BEGIN

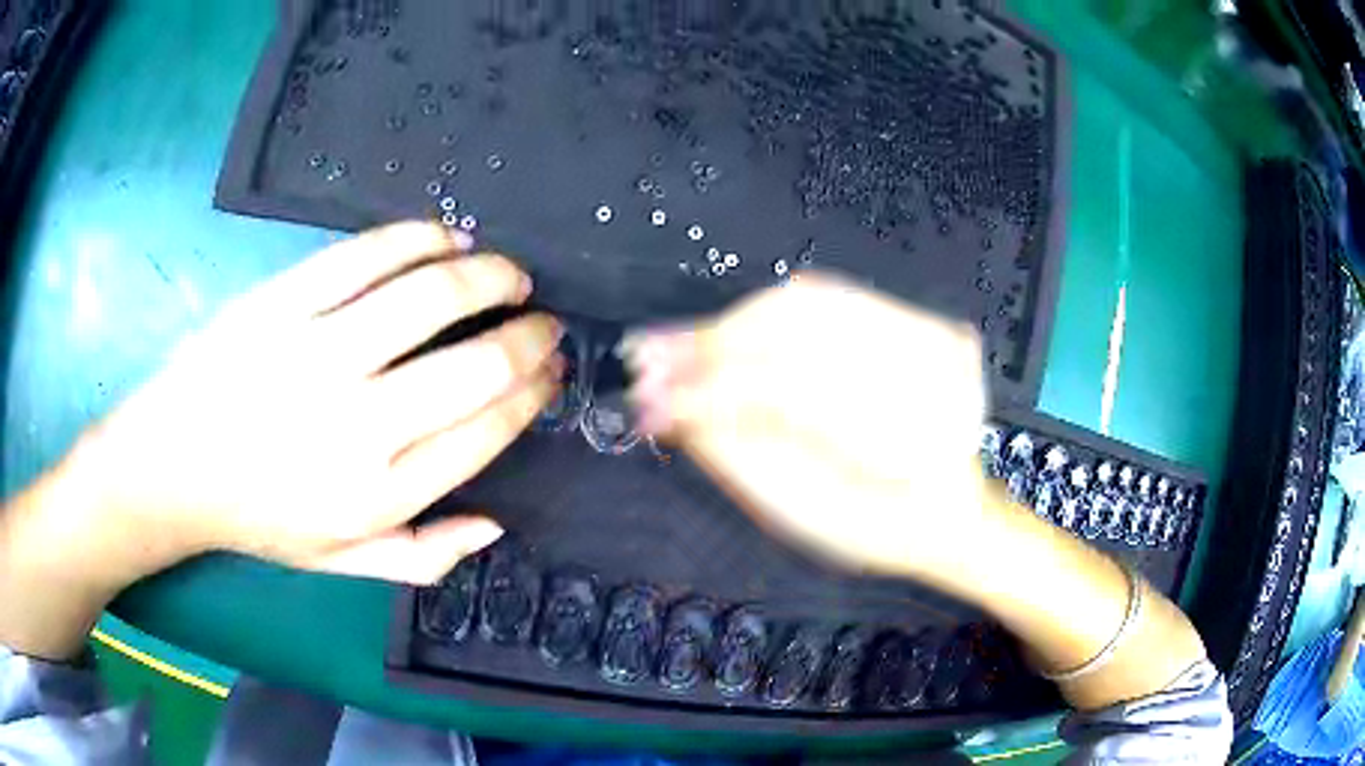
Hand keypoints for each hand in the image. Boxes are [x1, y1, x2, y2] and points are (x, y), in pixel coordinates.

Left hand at [70, 222, 560, 583]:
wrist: (174, 465)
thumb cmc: (259, 517)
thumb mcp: (341, 561)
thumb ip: (422, 554)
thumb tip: (495, 523)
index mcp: (380, 492)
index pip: (486, 429)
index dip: (532, 393)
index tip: (550, 372)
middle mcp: (359, 423)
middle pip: (476, 364)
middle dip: (530, 337)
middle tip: (543, 321)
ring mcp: (317, 353)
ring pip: (431, 296)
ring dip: (489, 276)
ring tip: (508, 274)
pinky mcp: (284, 302)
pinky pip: (367, 255)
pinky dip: (420, 239)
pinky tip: (446, 238)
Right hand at [626, 274, 986, 575]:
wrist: (949, 509)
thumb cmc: (880, 530)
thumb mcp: (805, 516)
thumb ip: (738, 457)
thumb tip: (670, 408)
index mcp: (907, 437)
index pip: (785, 391)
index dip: (708, 392)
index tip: (648, 402)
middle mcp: (929, 370)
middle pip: (796, 334)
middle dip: (709, 346)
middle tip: (645, 357)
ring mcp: (929, 336)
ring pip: (808, 306)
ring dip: (731, 323)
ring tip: (674, 343)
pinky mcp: (917, 322)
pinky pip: (834, 296)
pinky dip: (769, 309)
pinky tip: (726, 323)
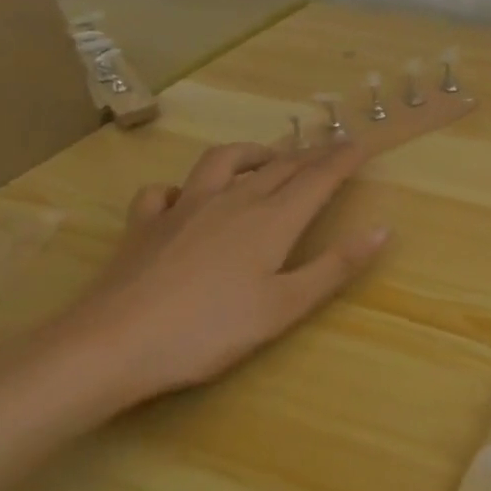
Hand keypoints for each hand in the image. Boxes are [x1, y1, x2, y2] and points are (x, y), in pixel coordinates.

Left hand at [41, 140, 387, 412]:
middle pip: (280, 166)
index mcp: (272, 220)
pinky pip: (165, 191)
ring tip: (268, 158)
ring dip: (253, 154)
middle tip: (332, 148)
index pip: (318, 178)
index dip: (343, 159)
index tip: (363, 144)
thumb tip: (383, 230)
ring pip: (223, 162)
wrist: (108, 346)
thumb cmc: (208, 330)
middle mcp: (233, 202)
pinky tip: (184, 198)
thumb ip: (334, 266)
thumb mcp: (284, 307)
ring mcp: (183, 208)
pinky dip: (182, 188)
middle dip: (311, 154)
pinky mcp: (144, 224)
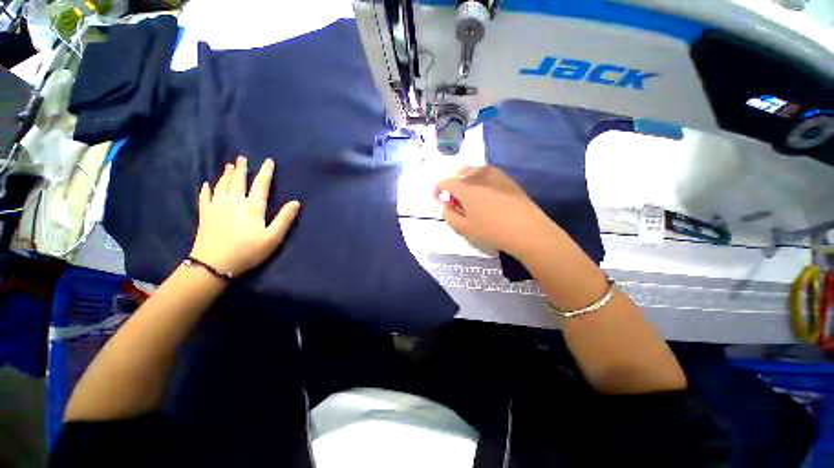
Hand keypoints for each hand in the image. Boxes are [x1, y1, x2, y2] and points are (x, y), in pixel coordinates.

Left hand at [190, 156, 299, 275]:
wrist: (214, 264)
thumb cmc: (248, 251)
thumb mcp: (272, 238)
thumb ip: (284, 219)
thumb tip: (296, 202)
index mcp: (252, 207)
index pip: (261, 185)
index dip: (265, 172)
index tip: (268, 161)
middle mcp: (234, 202)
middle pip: (238, 181)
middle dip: (241, 169)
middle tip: (241, 158)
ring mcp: (217, 207)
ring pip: (222, 185)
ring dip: (226, 174)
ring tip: (229, 165)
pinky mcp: (205, 214)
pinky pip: (205, 197)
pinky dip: (206, 189)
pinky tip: (206, 184)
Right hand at [434, 165, 554, 258]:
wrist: (527, 230)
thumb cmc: (492, 231)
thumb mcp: (464, 229)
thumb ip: (449, 215)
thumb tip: (447, 205)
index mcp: (465, 187)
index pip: (445, 181)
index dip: (437, 189)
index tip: (438, 199)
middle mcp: (478, 175)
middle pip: (458, 172)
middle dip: (451, 183)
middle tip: (454, 199)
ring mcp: (494, 174)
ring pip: (473, 170)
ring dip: (465, 180)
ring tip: (468, 196)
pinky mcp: (506, 178)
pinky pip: (486, 173)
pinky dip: (478, 179)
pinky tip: (484, 194)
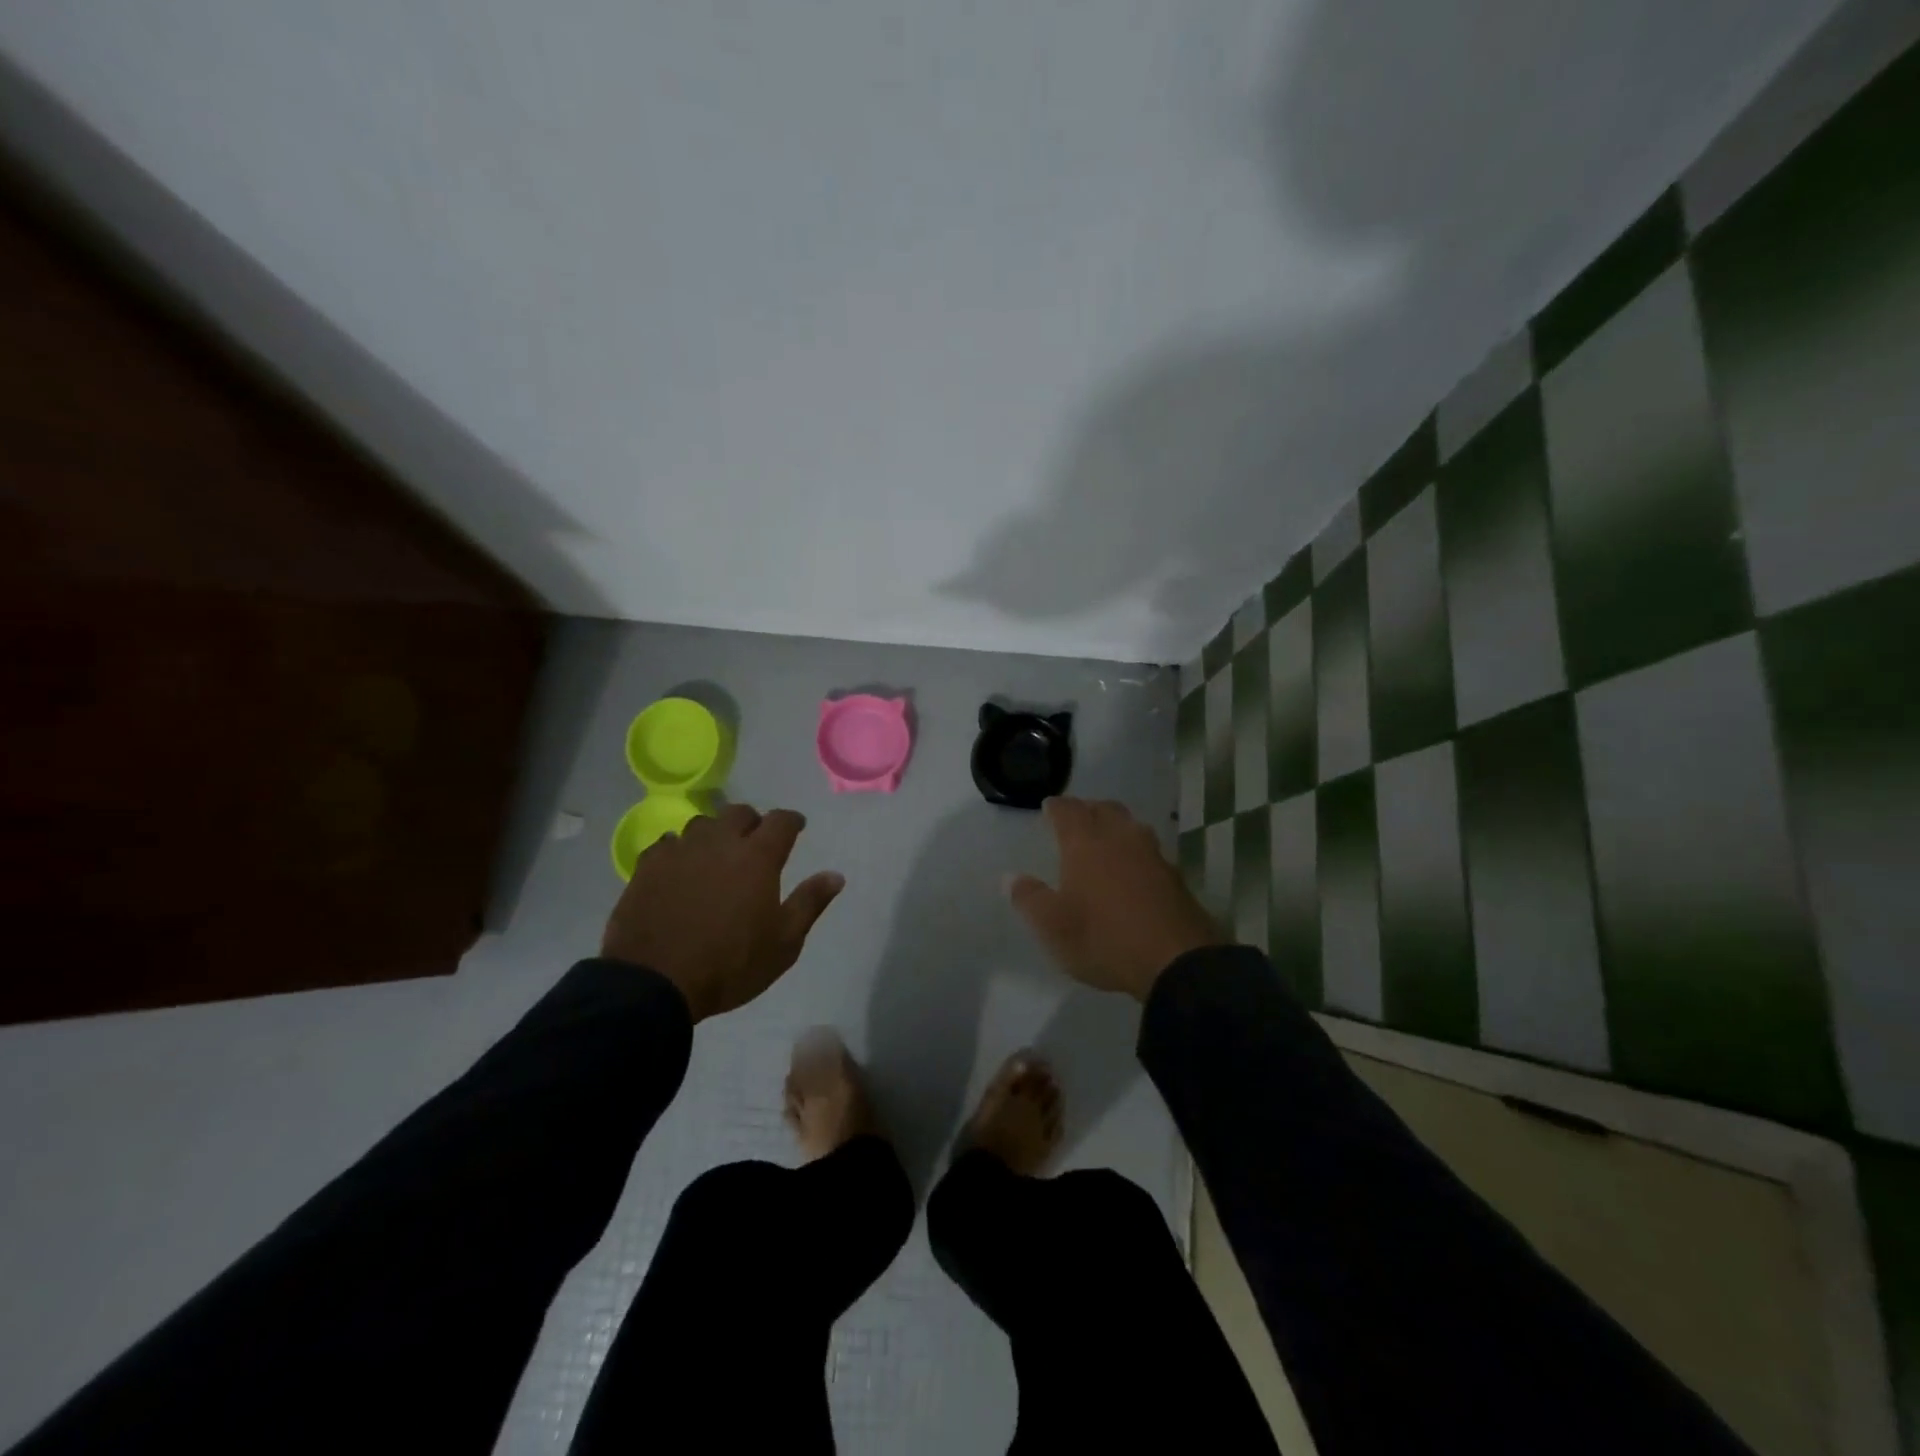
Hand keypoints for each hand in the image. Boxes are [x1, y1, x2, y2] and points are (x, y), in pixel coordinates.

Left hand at [602, 804, 844, 1021]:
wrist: (655, 982)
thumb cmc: (730, 964)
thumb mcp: (784, 943)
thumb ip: (810, 903)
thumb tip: (835, 875)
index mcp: (757, 857)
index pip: (781, 821)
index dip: (792, 820)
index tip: (797, 827)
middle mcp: (719, 843)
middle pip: (739, 813)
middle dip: (752, 822)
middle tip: (756, 842)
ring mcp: (680, 851)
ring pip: (702, 824)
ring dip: (715, 833)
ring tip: (717, 853)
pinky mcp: (648, 867)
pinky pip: (667, 844)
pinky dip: (680, 849)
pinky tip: (680, 866)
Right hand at [1009, 797, 1222, 999]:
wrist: (1176, 961)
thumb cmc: (1104, 938)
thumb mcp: (1053, 927)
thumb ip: (1029, 899)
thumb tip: (1010, 877)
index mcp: (1085, 844)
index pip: (1068, 811)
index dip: (1056, 807)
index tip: (1048, 806)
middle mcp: (1120, 839)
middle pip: (1104, 809)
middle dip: (1088, 808)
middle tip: (1077, 817)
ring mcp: (1152, 855)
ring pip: (1131, 826)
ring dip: (1116, 825)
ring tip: (1106, 837)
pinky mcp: (1175, 876)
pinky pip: (1149, 850)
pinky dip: (1136, 850)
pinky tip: (1133, 867)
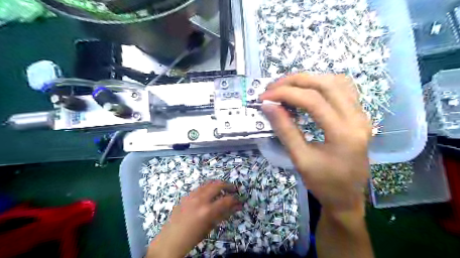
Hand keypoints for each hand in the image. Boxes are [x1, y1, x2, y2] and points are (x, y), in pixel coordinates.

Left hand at [147, 180, 241, 256]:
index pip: (227, 200)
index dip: (235, 200)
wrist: (170, 240)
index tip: (239, 201)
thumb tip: (235, 207)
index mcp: (207, 210)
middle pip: (218, 185)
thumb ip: (223, 215)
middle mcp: (200, 199)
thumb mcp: (210, 227)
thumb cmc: (192, 237)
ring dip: (217, 184)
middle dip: (228, 186)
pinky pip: (199, 188)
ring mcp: (191, 196)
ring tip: (222, 188)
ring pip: (208, 183)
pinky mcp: (186, 196)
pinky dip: (207, 187)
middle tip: (233, 189)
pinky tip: (208, 193)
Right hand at [260, 74, 370, 214]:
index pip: (312, 100)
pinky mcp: (360, 116)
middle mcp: (358, 119)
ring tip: (287, 87)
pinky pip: (343, 89)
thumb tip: (268, 106)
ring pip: (337, 82)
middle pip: (326, 84)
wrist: (347, 198)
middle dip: (295, 81)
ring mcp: (362, 116)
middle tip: (273, 87)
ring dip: (309, 80)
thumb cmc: (323, 184)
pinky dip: (322, 84)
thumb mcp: (300, 159)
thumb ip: (285, 130)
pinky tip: (309, 90)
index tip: (265, 96)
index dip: (285, 94)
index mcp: (344, 134)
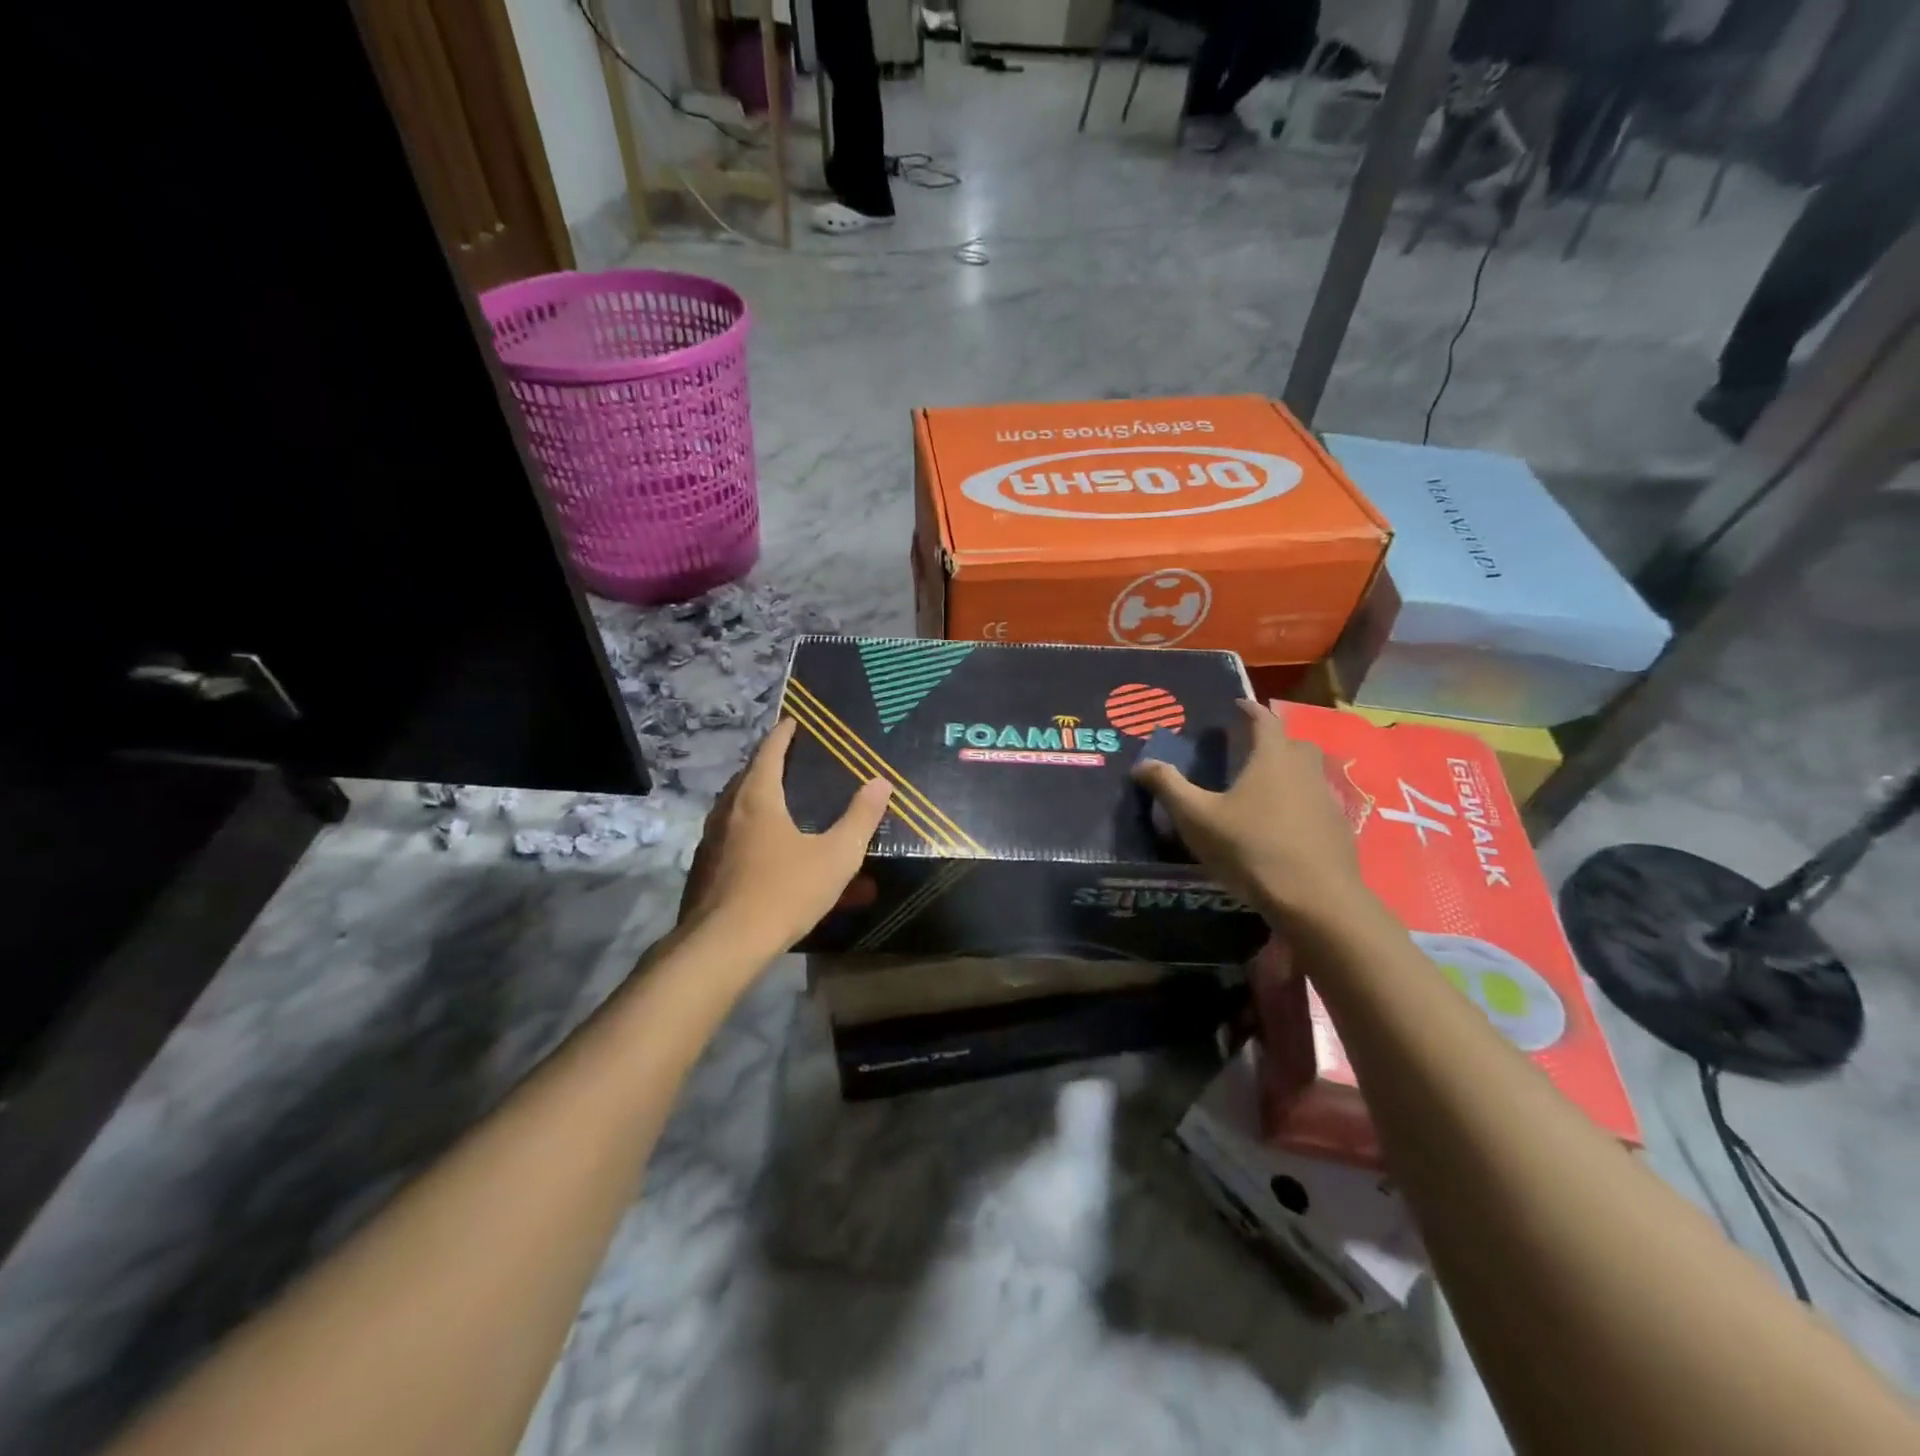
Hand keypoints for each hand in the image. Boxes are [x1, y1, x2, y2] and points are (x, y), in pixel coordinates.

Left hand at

END

#### TASK ITEM
The answer must be an exact copy of the lines from the one containing "ring dip: (1116, 825)" through the last line of the records, with no pictures included.

#### ANSWER SECTION
ring dip: (1116, 825)
ring tip: (1106, 837)
pinky mcp: (1175, 876)
pinky pip: (1149, 850)
pinky dip: (1136, 850)
pinky tip: (1133, 867)
Hand keypoints for each hand in the image. Boxes are [x1, y1, x2, y2] and points are (x, y), in pixel coordinates.

Left hand at [147, 180, 241, 256]:
index pip: (227, 200)
index dip: (235, 200)
wrist: (170, 240)
index tip: (239, 201)
thumb tip: (235, 207)
index mcp: (207, 210)
middle pip: (218, 185)
thumb ip: (223, 215)
middle mcp: (200, 199)
thumb mcp: (210, 227)
thumb cmc: (192, 237)
ring dip: (217, 184)
middle dip: (228, 186)
pinky pip: (199, 188)
ring mcp: (191, 196)
ring tip: (222, 188)
ring pip: (208, 183)
pinky mcp: (186, 196)
pinky dip: (207, 187)
middle tip: (233, 189)
pinky tip: (208, 193)
Right hand at [260, 74, 370, 214]:
index pip: (312, 100)
pinky mcp: (360, 116)
middle mcp: (358, 119)
ring tip: (287, 87)
pinky pip: (343, 89)
thumb tip: (268, 106)
ring pip: (337, 82)
middle pip: (326, 84)
wrist: (347, 198)
middle dip: (295, 81)
ring mcp: (362, 116)
middle tip: (273, 87)
ring dip: (309, 80)
thumb cmc: (323, 184)
pinky dip: (322, 84)
thumb mcp: (300, 159)
thumb ip: (285, 130)
pinky tip: (309, 90)
index tip: (265, 96)
index dip: (285, 94)
index mcp: (344, 134)
Hand keypoints for each hand in the image. Boxes are [x1, y1, x2, y2] and points are (x, y), in pixel coordinates.

Left hand at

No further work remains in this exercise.